Task to carry out =>
Within this material, how many lines have the string "Ferrovia" in them? The answer is a number, with nothing added.

= Beginning of Section =

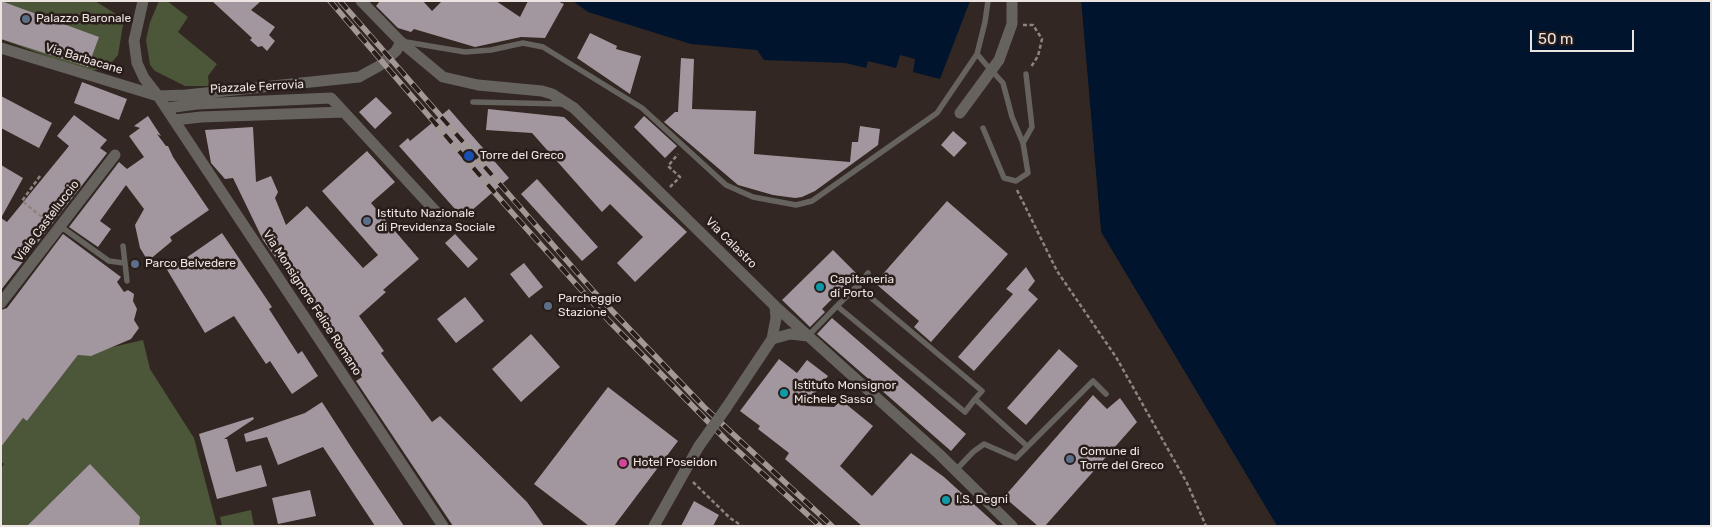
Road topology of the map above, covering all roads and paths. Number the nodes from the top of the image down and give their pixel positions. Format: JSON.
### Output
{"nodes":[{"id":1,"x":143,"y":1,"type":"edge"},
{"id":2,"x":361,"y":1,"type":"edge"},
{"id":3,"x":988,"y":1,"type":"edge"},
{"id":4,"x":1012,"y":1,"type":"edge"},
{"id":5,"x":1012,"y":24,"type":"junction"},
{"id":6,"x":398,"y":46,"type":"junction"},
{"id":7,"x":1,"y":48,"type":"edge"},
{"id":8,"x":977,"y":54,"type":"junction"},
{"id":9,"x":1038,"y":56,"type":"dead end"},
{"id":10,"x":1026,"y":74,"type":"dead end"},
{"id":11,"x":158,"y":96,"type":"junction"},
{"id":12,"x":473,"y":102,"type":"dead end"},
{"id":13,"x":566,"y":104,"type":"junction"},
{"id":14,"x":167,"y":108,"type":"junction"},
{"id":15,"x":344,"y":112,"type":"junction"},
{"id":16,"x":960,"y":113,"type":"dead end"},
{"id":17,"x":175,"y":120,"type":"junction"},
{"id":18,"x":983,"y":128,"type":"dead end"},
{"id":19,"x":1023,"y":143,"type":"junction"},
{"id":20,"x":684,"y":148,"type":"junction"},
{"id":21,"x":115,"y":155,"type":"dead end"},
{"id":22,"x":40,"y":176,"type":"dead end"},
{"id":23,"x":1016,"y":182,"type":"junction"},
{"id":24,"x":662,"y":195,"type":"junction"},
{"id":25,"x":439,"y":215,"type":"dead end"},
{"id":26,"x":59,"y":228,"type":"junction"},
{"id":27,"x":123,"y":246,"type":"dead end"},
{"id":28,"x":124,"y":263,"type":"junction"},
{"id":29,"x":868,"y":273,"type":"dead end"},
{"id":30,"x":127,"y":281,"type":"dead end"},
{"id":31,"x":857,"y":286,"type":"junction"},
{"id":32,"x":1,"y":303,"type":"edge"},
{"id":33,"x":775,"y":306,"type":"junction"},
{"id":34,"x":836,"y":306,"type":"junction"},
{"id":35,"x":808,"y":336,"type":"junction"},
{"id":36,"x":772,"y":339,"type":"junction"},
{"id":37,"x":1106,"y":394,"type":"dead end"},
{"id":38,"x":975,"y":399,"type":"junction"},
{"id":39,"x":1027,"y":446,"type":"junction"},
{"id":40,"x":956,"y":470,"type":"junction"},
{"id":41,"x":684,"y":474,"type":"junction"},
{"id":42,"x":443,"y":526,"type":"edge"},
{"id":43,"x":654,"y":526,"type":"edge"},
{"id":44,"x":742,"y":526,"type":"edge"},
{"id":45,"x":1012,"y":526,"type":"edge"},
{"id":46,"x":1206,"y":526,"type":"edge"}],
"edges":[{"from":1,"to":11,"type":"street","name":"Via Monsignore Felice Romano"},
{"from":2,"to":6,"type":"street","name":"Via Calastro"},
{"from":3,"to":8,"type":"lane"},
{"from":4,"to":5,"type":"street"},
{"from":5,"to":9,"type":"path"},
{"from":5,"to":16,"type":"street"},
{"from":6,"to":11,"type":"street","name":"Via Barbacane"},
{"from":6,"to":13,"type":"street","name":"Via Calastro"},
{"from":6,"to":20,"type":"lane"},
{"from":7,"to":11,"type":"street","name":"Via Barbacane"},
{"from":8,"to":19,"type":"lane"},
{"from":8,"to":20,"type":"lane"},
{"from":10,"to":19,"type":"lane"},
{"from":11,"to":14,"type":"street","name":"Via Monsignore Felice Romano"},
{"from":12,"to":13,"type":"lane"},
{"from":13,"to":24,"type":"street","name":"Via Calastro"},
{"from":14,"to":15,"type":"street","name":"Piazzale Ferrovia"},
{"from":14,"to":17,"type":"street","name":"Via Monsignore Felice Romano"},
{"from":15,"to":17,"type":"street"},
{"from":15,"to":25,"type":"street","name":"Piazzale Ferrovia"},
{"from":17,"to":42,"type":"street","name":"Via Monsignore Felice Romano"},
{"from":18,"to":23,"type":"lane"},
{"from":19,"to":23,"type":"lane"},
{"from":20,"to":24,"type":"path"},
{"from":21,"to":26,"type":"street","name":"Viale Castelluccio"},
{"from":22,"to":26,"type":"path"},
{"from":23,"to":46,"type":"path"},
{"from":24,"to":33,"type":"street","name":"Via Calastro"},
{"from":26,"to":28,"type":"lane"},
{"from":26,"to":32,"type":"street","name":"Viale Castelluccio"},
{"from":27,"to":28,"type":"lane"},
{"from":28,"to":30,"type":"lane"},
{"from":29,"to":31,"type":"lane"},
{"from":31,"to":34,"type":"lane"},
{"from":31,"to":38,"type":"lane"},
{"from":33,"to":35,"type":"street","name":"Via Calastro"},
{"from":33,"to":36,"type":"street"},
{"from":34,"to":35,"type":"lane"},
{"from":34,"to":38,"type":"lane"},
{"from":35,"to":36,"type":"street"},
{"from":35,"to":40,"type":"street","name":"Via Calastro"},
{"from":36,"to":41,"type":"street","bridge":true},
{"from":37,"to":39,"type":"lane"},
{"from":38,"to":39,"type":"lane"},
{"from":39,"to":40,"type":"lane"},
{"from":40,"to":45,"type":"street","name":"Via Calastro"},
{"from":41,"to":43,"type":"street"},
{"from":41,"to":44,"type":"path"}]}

= End of Section =

Exercise result =>
2